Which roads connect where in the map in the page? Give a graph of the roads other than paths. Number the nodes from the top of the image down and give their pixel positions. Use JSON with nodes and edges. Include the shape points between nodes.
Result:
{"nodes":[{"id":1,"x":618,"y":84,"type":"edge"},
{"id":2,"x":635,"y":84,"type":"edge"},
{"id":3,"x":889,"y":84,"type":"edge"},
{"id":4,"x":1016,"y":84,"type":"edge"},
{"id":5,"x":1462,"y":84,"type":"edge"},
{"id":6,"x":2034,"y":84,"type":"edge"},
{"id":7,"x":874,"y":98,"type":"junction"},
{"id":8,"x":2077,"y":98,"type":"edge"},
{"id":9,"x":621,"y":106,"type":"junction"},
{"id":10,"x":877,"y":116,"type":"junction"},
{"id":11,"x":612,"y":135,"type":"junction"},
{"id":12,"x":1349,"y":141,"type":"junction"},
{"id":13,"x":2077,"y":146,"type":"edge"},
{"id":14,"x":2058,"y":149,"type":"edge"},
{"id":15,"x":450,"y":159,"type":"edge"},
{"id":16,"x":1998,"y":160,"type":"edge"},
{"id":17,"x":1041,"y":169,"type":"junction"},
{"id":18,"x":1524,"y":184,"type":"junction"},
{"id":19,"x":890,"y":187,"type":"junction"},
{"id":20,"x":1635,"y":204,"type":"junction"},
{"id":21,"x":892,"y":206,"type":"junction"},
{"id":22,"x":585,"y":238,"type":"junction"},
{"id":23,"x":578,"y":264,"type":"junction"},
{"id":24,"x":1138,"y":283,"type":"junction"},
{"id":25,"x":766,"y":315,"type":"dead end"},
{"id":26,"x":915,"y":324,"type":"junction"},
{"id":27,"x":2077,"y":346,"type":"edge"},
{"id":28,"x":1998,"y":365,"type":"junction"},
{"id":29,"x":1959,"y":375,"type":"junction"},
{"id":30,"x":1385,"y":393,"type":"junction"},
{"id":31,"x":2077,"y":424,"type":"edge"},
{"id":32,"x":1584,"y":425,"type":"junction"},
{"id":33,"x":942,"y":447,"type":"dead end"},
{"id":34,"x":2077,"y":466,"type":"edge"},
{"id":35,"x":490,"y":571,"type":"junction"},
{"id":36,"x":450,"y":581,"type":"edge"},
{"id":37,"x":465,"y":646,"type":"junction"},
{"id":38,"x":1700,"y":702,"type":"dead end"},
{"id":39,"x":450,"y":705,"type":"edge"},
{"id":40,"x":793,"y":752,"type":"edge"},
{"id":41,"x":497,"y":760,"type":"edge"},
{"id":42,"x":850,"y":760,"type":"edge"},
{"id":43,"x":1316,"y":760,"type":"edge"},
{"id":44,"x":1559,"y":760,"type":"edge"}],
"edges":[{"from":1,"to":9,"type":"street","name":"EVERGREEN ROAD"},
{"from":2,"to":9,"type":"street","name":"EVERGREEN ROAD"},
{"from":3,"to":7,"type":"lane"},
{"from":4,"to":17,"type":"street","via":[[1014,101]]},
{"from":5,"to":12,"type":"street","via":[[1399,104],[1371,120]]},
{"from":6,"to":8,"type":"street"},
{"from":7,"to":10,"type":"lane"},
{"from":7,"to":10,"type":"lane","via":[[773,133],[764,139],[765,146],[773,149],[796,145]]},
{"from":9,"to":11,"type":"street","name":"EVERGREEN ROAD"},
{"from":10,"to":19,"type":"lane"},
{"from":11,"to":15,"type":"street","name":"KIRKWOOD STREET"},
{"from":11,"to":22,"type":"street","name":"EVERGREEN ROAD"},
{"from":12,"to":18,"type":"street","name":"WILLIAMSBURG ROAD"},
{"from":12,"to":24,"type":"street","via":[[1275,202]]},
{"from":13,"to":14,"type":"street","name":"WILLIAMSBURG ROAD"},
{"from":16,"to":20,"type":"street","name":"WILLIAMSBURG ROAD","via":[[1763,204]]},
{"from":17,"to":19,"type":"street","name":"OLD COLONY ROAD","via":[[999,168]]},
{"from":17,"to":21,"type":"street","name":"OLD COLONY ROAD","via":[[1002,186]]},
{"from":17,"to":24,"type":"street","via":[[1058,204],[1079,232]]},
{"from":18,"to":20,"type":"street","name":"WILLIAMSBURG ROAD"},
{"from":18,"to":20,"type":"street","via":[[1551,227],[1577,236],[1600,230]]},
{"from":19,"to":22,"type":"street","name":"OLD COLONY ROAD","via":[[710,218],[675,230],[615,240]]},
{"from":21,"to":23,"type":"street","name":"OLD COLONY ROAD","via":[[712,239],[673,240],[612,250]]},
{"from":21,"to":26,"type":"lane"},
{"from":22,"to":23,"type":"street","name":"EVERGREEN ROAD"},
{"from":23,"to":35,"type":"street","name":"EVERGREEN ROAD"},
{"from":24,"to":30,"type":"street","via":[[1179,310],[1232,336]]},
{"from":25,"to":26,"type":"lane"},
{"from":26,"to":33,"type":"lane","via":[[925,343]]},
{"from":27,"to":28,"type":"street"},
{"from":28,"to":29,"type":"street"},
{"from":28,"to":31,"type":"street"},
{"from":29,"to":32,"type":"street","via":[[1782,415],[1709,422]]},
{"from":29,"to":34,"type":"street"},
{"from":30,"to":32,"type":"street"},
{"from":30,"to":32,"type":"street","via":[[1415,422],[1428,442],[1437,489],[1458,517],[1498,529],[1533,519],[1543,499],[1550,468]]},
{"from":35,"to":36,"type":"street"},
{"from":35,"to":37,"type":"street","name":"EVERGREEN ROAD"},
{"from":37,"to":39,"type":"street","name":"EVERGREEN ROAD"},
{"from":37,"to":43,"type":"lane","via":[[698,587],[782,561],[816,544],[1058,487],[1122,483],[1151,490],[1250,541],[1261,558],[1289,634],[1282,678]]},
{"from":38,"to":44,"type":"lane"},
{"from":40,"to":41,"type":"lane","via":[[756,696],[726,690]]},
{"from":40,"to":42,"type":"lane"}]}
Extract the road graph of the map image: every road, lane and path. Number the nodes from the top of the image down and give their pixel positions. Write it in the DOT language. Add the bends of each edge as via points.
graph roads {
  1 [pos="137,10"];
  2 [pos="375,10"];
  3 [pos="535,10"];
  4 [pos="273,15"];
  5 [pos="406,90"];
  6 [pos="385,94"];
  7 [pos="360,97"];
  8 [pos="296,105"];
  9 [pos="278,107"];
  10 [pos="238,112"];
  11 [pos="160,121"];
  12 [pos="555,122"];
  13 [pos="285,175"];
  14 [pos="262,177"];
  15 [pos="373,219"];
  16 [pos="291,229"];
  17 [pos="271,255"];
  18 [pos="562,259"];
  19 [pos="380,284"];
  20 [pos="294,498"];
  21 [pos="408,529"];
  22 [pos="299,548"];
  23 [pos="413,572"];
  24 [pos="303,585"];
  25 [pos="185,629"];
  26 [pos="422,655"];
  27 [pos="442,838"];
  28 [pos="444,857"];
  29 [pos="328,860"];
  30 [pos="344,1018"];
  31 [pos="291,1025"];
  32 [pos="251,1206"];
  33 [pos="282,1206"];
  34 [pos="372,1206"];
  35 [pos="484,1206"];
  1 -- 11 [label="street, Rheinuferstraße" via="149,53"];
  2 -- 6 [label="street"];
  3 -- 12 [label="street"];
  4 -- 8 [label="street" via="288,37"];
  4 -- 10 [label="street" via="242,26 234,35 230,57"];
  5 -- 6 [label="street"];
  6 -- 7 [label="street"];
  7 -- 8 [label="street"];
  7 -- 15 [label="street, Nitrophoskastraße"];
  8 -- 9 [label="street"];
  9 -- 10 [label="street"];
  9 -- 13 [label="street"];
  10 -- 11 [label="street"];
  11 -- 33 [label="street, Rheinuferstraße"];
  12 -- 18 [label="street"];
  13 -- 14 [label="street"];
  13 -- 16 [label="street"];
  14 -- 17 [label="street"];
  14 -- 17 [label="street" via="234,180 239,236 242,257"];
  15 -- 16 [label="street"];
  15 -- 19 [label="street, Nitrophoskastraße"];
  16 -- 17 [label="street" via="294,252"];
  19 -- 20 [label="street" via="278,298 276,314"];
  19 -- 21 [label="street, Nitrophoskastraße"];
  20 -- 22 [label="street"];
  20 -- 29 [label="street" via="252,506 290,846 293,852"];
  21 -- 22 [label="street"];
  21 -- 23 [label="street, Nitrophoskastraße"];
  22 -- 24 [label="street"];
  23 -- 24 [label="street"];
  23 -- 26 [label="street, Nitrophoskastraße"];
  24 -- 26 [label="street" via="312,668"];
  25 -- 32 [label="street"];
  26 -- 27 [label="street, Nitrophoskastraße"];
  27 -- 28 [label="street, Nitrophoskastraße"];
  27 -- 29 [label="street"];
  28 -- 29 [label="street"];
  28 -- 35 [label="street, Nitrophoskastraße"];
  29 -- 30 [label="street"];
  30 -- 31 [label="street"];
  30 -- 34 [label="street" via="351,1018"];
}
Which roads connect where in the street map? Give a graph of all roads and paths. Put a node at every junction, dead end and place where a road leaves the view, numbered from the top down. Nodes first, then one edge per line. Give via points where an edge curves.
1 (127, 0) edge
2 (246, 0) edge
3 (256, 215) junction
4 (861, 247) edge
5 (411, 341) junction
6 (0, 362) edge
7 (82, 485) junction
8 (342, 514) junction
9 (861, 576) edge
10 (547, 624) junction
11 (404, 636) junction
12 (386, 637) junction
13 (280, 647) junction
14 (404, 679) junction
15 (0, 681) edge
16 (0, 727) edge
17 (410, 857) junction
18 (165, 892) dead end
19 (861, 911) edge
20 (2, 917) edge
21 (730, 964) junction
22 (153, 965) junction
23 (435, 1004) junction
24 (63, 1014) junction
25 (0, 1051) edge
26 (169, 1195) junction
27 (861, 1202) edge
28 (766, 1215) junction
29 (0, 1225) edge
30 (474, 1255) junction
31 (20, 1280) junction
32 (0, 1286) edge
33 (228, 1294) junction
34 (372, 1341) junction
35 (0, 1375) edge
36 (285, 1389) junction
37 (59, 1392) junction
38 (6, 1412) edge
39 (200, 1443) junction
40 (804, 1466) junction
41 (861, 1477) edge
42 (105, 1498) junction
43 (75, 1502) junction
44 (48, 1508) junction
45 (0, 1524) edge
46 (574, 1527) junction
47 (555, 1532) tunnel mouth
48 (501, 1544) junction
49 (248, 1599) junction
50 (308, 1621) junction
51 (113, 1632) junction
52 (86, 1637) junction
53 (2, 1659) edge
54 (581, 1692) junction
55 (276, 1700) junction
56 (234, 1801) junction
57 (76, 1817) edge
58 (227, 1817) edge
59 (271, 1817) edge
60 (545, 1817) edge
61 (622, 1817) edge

________________________

EXERCISE - If a line of the entries above holds the word "paths", count it; report only how many such lines there are.

EXERCISE RESPONSE - 2